Czech reactor at Temelin shifting fuel suppliers from Westinghouse to TVEL
One of the profit centers in the nuclear business is in supplying manufactured fuel elements. Though fuel costs are a much smaller portion of the overall costs of generating power in a nuclear plant than they are in a fossil fuel plant, there is still a significant amount of money involved.
Though full economic information is difficult to obtain for a number of reasons, it is possible to make a few educated guesses to illustrate the order of magnitude of the costs – and revenue – involved in replacing fuel in a large nuclear power plant on a regular basis.
According to information provided by the Nuclear Energy Institute, fuel costs for American light water reactors average about 0.6 US dollar cents per kilowatt hour of electrical generation. The average capacity factor of US nuclear power plants is about 90% and a good guess on their average size is 1000 MWe.
Putting that information together, one can determine that the annual fuel cost for a light water reactor is somewhere close to $50 million. Since most reactors refuel every 18 months, each fuel delivery to a single reactor site is worth something like $75 million. A 1000 MWe reactor on an 18 month refueling cycle will typically replace 1/3 of its core each time it refuels – the process also includes a “shuffling” of the fuel elements to account for variations in fuel consumption during the operational period.
Of course, there are material costs involved in producing the manufactured fuel. Uranium currently costs about $125 per pound on the spot market, though many fuel suppliers have purchased their uranium under long term contracts with a much lower average cost. A good guess for the amount of uranium needed for each fuel reload is about 30 tons, which would cost about $7 million.
For light water reactors, fuel is generally enriched to 3-5%. The cost of enrichment depends on the process used, the final enrichment value for both the product and the “tails”, and the location of the enrichment plant. Normally, enrichment is priced as a service, with the unit of measure being a Separative Work Unit (SWU). It takes between 3.8 and 5 SWU per kilogram to convert natural uranium into low enriched uranium for a light water reactor. That translates to about 150,000 SWU per reload. An SWU can be purchased for between $100 and $150. This means that enrichment costs for a fuel reload would be about $15-23 Million.
Other costs involved in fuel manufacturing are zirconium alloys used for the cladding tubes and fuel element structures, the costs for conversion of fuel material into the various forms needed during the process (UF6 for enrichment, UO2 for pellet manufacturing) and the costs of fuel pellet production.

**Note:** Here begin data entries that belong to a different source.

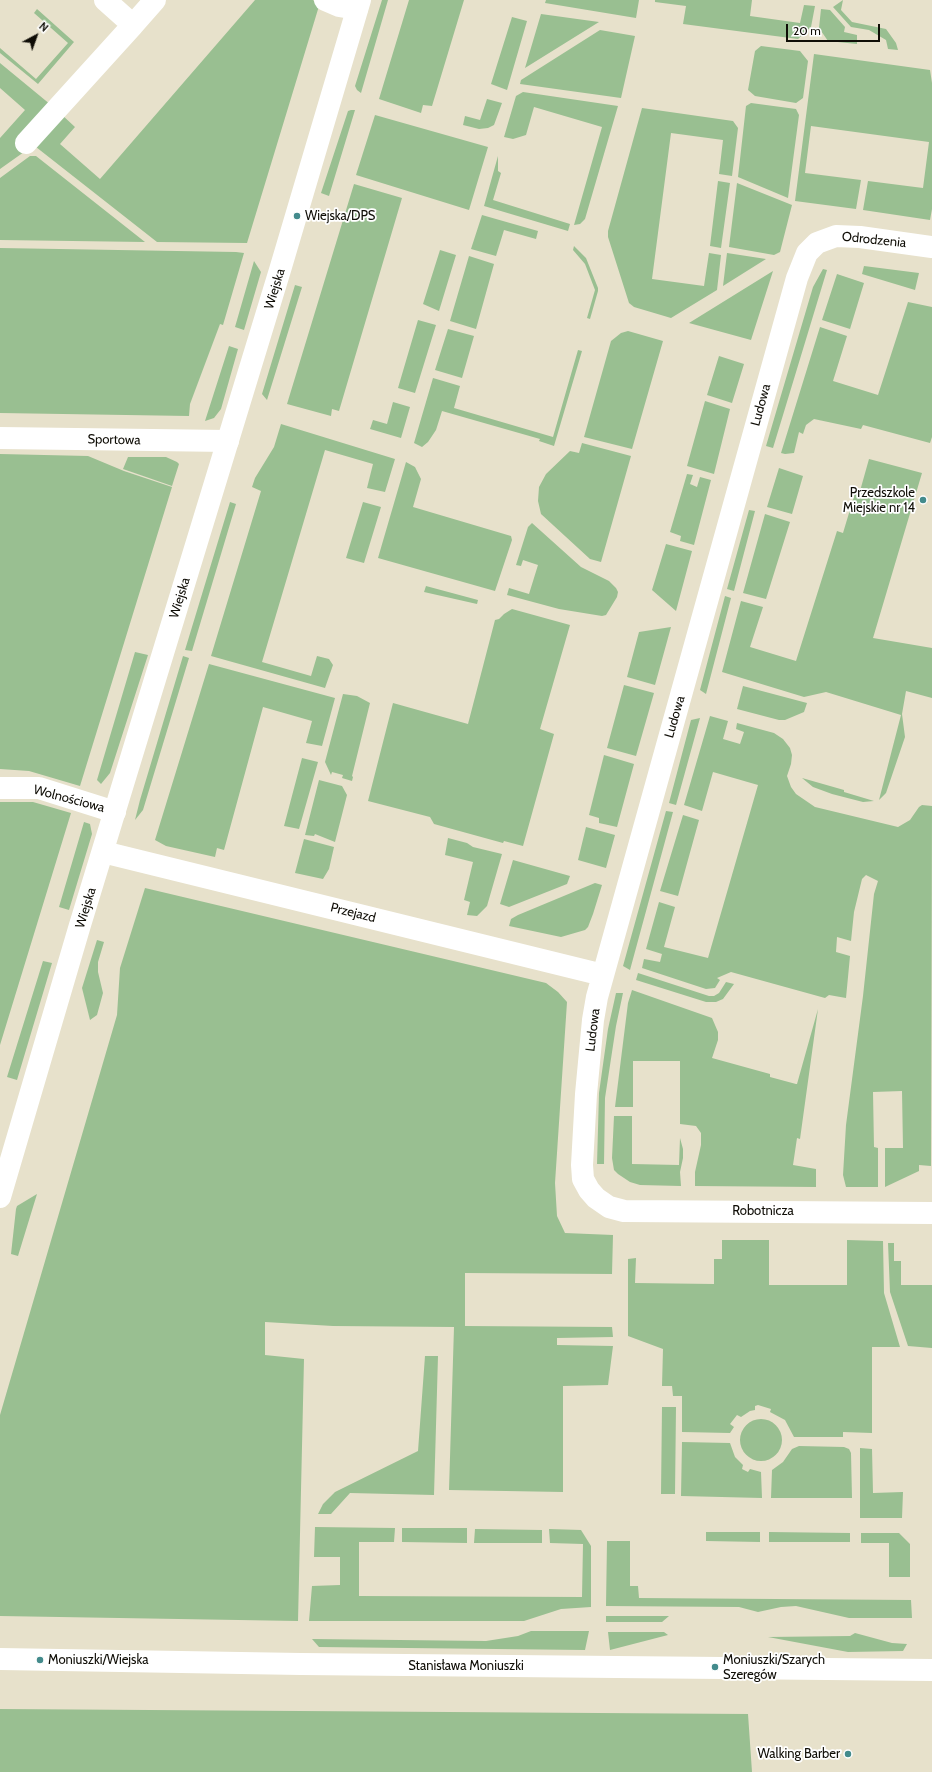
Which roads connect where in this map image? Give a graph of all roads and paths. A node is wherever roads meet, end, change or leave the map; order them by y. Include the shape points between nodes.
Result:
1 (105, 0) edge
2 (155, 0) edge
3 (325, 0) edge
4 (358, 5) edge
5 (133, 25) junction
6 (26, 144) dead end
7 (817, 243) joint
8 (932, 247) edge
9 (0, 438) edge
10 (228, 441) junction
11 (0, 788) edge
12 (115, 812) junction
13 (103, 852) junction
14 (603, 975) junction
15 (0, 1197) edge
16 (596, 1198) joint
17 (932, 1213) edge
18 (0, 1659) edge
19 (932, 1670) edge

1 - 5 street
2 - 5 street
3 - 4 street via 339,6
4 - 10 street, Wiejska via 332,100
5 - 6 street
7 - 8 street, Odrodzenia via 836,236
7 - 14 street, Ludowa via 807,253 778,343
9 - 10 street, Sportowa
10 - 12 street, Wiejska
11 - 12 street, Wolnościowa via 39,788
12 - 13 street, Wiejska
13 - 14 street, Przejazd
13 - 15 street, Wiejska
14 - 16 street, Ludowa via 593,1020 582,1165 583,1179
16 - 17 street, Robotnicza via 624,1211
18 - 19 street, Stanisława Moniuszki

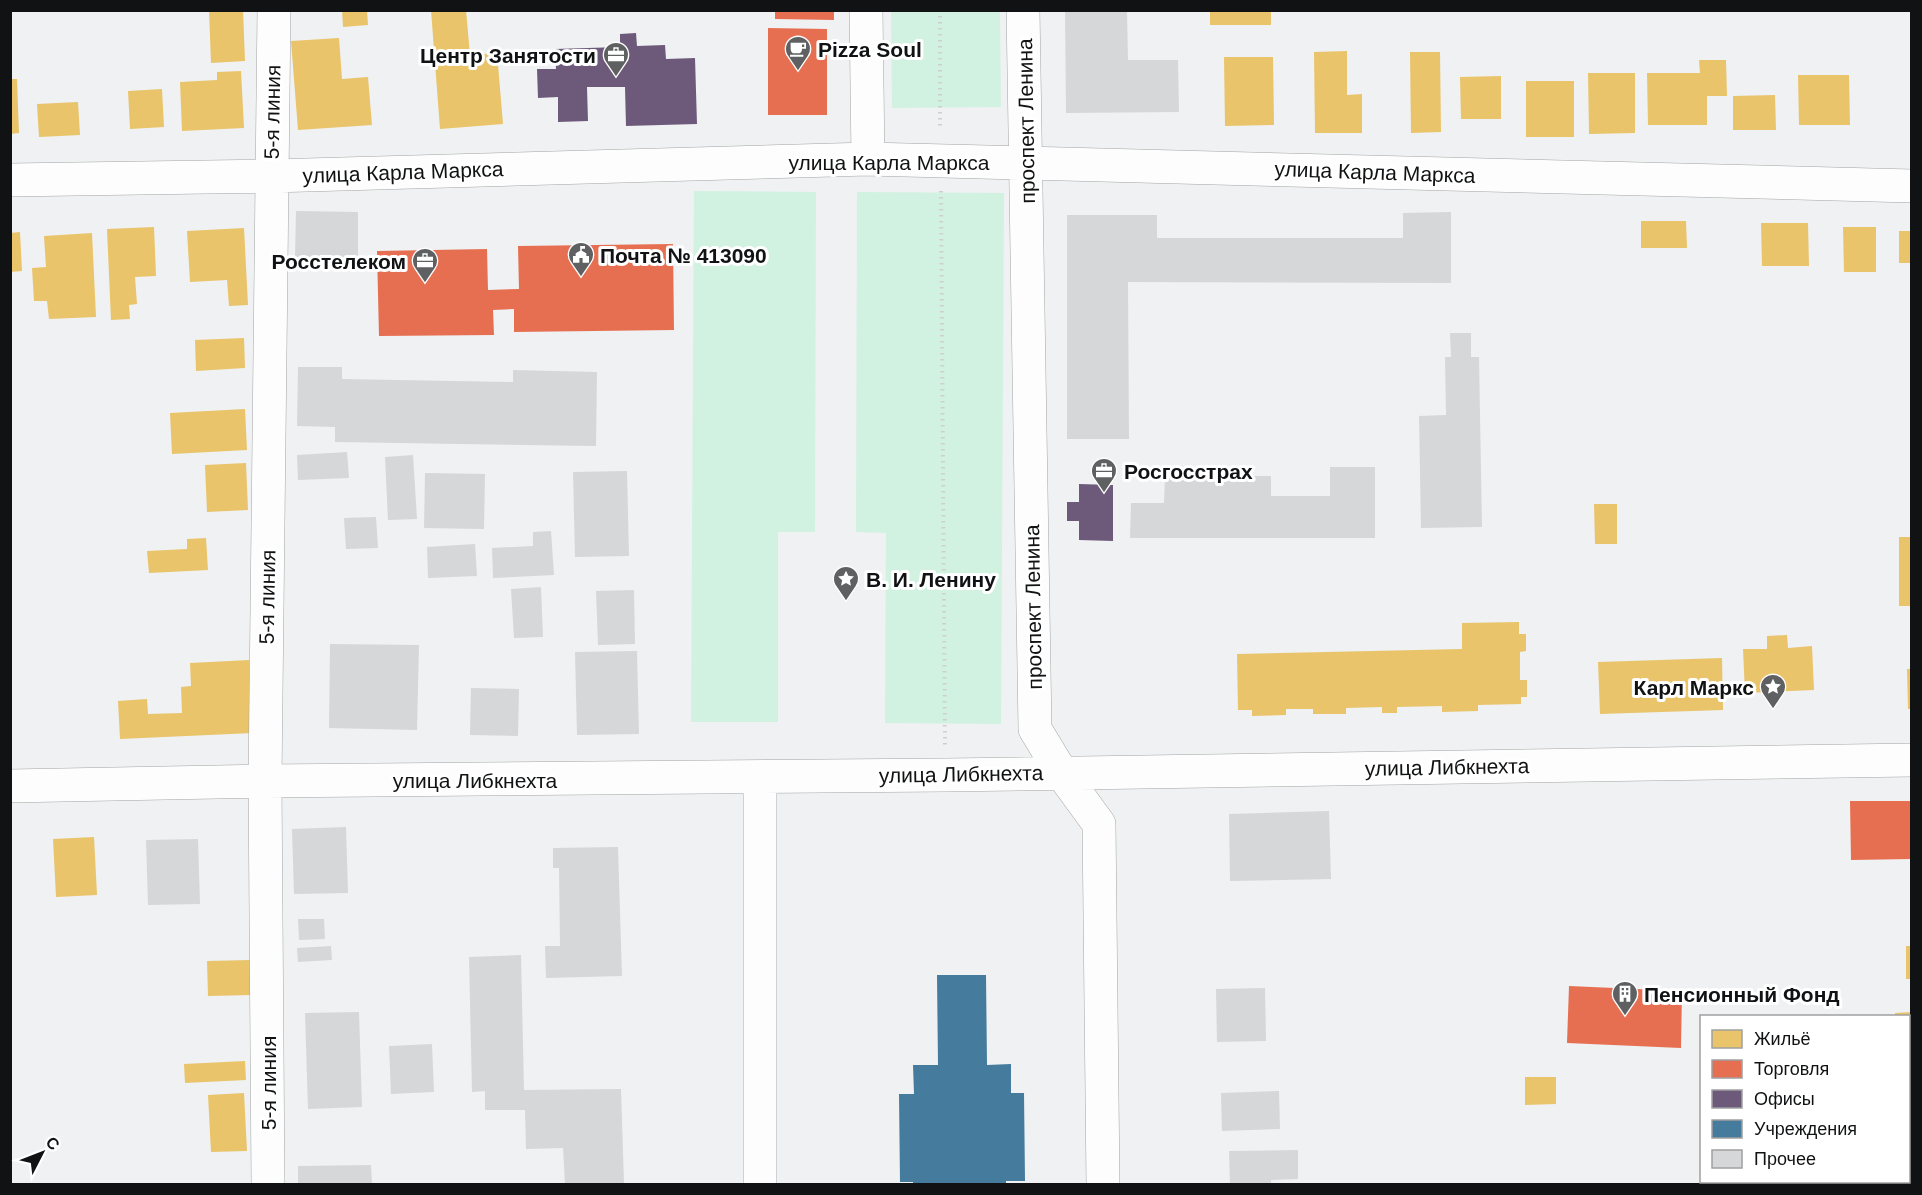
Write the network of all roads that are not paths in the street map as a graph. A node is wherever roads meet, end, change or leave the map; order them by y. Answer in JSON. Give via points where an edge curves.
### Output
{"nodes":[{"id":1,"x":274,"y":10,"type":"edge"},
{"id":2,"x":866,"y":10,"type":"edge"},
{"id":3,"x":1023,"y":10,"type":"edge"},
{"id":4,"x":868,"y":159,"type":"junction"},
{"id":5,"x":1027,"y":162,"type":"junction"},
{"id":6,"x":272,"y":176,"type":"junction"},
{"id":7,"x":10,"y":180,"type":"edge"},
{"id":8,"x":1911,"y":186,"type":"edge"},
{"id":9,"x":1911,"y":760,"type":"edge"},
{"id":10,"x":1061,"y":772,"type":"junction"},
{"id":11,"x":760,"y":777,"type":"junction"},
{"id":12,"x":265,"y":781,"type":"junction"},
{"id":13,"x":10,"y":786,"type":"edge"},
{"id":14,"x":268,"y":1185,"type":"edge"},
{"id":15,"x":760,"y":1185,"type":"edge"},
{"id":16,"x":1103,"y":1185,"type":"edge"}],
"edges":[{"from":1,"to":6,"type":"street","name":"5-я линия"},
{"from":2,"to":4,"type":"street"},
{"from":3,"to":5,"type":"street","name":"проспект Ленина"},
{"from":4,"to":5,"type":"street","name":"улица Карла Маркса"},
{"from":4,"to":6,"type":"street","name":"улица Карла Маркса"},
{"from":5,"to":8,"type":"street","name":"улица Карла Маркса"},
{"from":5,"to":10,"type":"street","name":"проспект Ленина","via":[[1035,729]]},
{"from":6,"to":7,"type":"street","name":"улица Карла Маркса"},
{"from":6,"to":12,"type":"street","name":"5-я линия"},
{"from":9,"to":10,"type":"street","name":"улица Либкнехта"},
{"from":10,"to":11,"type":"street","name":"улица Либкнехта"},
{"from":10,"to":16,"type":"street","name":"проспект Ленина","via":[[1099,824]]},
{"from":11,"to":12,"type":"street","name":"улица Либкнехта"},
{"from":11,"to":15,"type":"street"},
{"from":12,"to":13,"type":"street","name":"улица Либкнехта"},
{"from":12,"to":14,"type":"street","name":"5-я линия"}]}
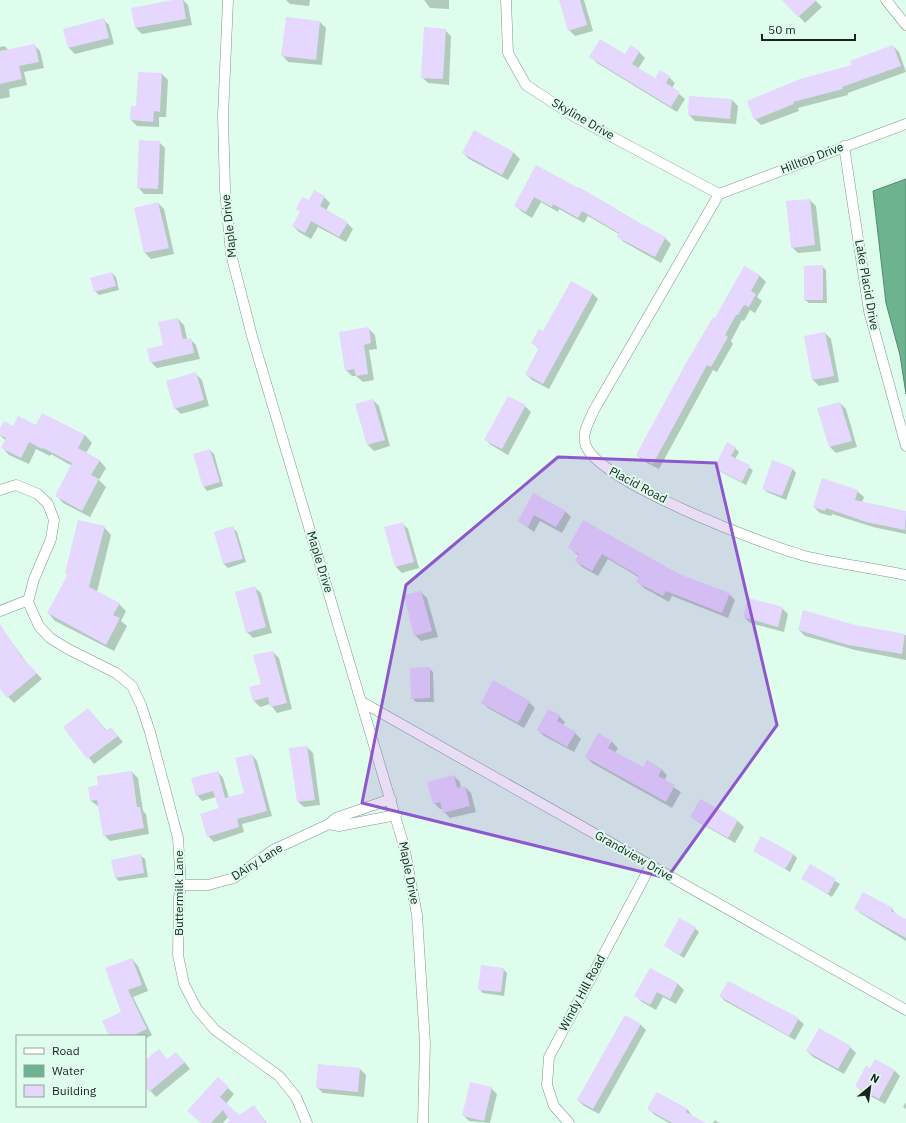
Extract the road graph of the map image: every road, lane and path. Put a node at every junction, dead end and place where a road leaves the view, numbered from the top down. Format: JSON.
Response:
{"nodes":[{"id":1,"x":228,"y":0,"type":"edge"},
{"id":2,"x":506,"y":0,"type":"edge"},
{"id":3,"x":886,"y":0,"type":"edge"},
{"id":4,"x":906,"y":25,"type":"edge"},
{"id":5,"x":906,"y":124,"type":"edge"},
{"id":6,"x":844,"y":146,"type":"junction"},
{"id":7,"x":720,"y":194,"type":"junction"},
{"id":8,"x":906,"y":446,"type":"edge"},
{"id":9,"x":0,"y":490,"type":"edge"},
{"id":10,"x":906,"y":575,"type":"edge"},
{"id":11,"x":27,"y":600,"type":"junction"},
{"id":12,"x":0,"y":611,"type":"edge"},
{"id":13,"x":362,"y":702,"type":"junction"},
{"id":14,"x":391,"y":799,"type":"junction"},
{"id":15,"x":396,"y":815,"type":"junction"},
{"id":16,"x":329,"y":824,"type":"junction"},
{"id":17,"x":651,"y":866,"type":"junction"},
{"id":18,"x":181,"y":885,"type":"junction"},
{"id":19,"x":906,"y":1010,"type":"edge"},
{"id":20,"x":307,"y":1123,"type":"edge"},
{"id":21,"x":423,"y":1123,"type":"edge"},
{"id":22,"x":569,"y":1123,"type":"edge"}],
"edges":[{"from":1,"to":13,"type":"street","name":"Maple Drive"},
{"from":2,"to":7,"type":"street","name":"Skyline Drive"},
{"from":3,"to":4,"type":"street"},
{"from":5,"to":6,"type":"street","name":"Hilltop Drive"},
{"from":6,"to":7,"type":"street","name":"Hilltop Drive"},
{"from":6,"to":8,"type":"street","name":"Lake Placid Drive"},
{"from":7,"to":10,"type":"street","name":"Placid Road"},
{"from":9,"to":11,"type":"street"},
{"from":11,"to":12,"type":"street"},
{"from":11,"to":18,"type":"street","name":"Buttermilk Lane"},
{"from":13,"to":14,"type":"street","name":"Maple Drive"},
{"from":13,"to":17,"type":"street","name":"Grandview Drive"},
{"from":14,"to":15,"type":"street","name":"Maple Drive"},
{"from":14,"to":16,"type":"street"},
{"from":15,"to":16,"type":"street"},
{"from":15,"to":21,"type":"street","name":"Maple Drive"},
{"from":16,"to":18,"type":"street","name":"DAiry Lane"},
{"from":17,"to":19,"type":"street","name":"Grandview Drive"},
{"from":17,"to":22,"type":"street","name":"Windy Hill Road"},
{"from":18,"to":20,"type":"street","name":"Buttermilk Lane"}]}
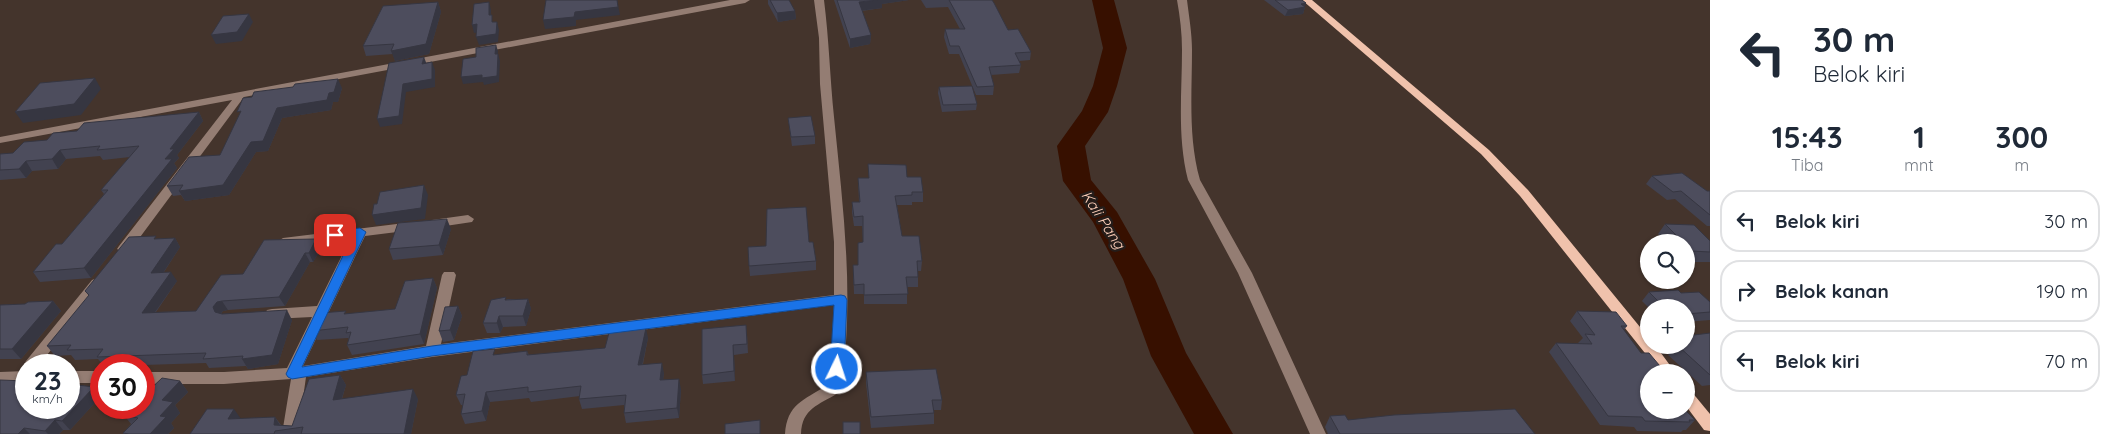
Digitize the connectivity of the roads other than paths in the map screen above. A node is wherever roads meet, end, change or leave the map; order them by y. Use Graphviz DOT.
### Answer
graph roads {
  1 [pos="745,0"];
  2 [pos="819,0"];
  3 [pos="1182,0"];
  4 [pos="1307,0"];
  5 [pos="240,96"];
  6 [pos="0,140"];
  7 [pos="468,219"];
  8 [pos="360,232"];
  9 [pos="277,243"];
  10 [pos="116,260"];
  11 [pos="104,274"];
  12 [pos="449,275"];
  13 [pos="841,300"];
  14 [pos="322,311"];
  15 [pos="256,315"];
  16 [pos="432,351"];
  17 [pos="40,354"];
  18 [pos="1662,364"];
  19 [pos="296,373"];
  20 [pos="15,376"];
  21 [pos="0,378"];
  22 [pos="155,378"];
  23 [pos="1695,406"];
  24 [pos="1710,425"];
  25 [pos="290,434"];
  26 [pos="793,434"];
  27 [pos="1318,434"];
  1 -- 5 [label="street"];
  2 -- 13 [label="street"];
  3 -- 27 [label="street"];
  4 -- 18 [label="main road"];
  5 -- 6 [label="street"];
  5 -- 10 [label="street"];
  7 -- 8 [label="street"];
  8 -- 9 [label="street"];
  8 -- 14 [label="street"];
  11 -- 17 [label="street"];
  12 -- 16 [label="street"];
  13 -- 16 [label="street"];
  13 -- 26 [label="street"];
  14 -- 15 [label="street"];
  14 -- 19 [label="street"];
  16 -- 19 [label="street"];
  19 -- 22 [label="street"];
  19 -- 25 [label="street"];
  20 -- 21 [label="street"];
  23 -- 24 [label="main road"];
}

Those costs might add another 25-30% to the overall cost of the process. There are also a fair number of engineers involved in fuel design and in the specific action of refueling each reactor – their salaries might add another 10% to the cost for the supplier.
When all the costs are computed, it is likely that an efficient fuel manufacturer with access to low cost uranium, moderate wage engineers and SWU’s would be able to produce a fuel reload for between $20 and $50 million and sell it for about $75 million. That is a pretty good business proposition.
Why did I go through all that? Getting back to the headline of this post, there are indications that TVEL, the Russian fuel supplier that currently provides about 17% of the world wide market for light water reactor fuel, is getting more aggressive about competing and expanding its market. Its most recent marketing win was a 10 year contract to supply the two unit Temelin reactor station in Czechoslovakia. You can find a brief story about that event at Czech NPP to start using Russian fuel in 2009 – TVEL.
When compared to its American and French competitors, TVEL holds several low cost advantages which it is apparently willing to exploit. It will be interesting to watch how Westinghouse, Areva, BWXT, and GE respond.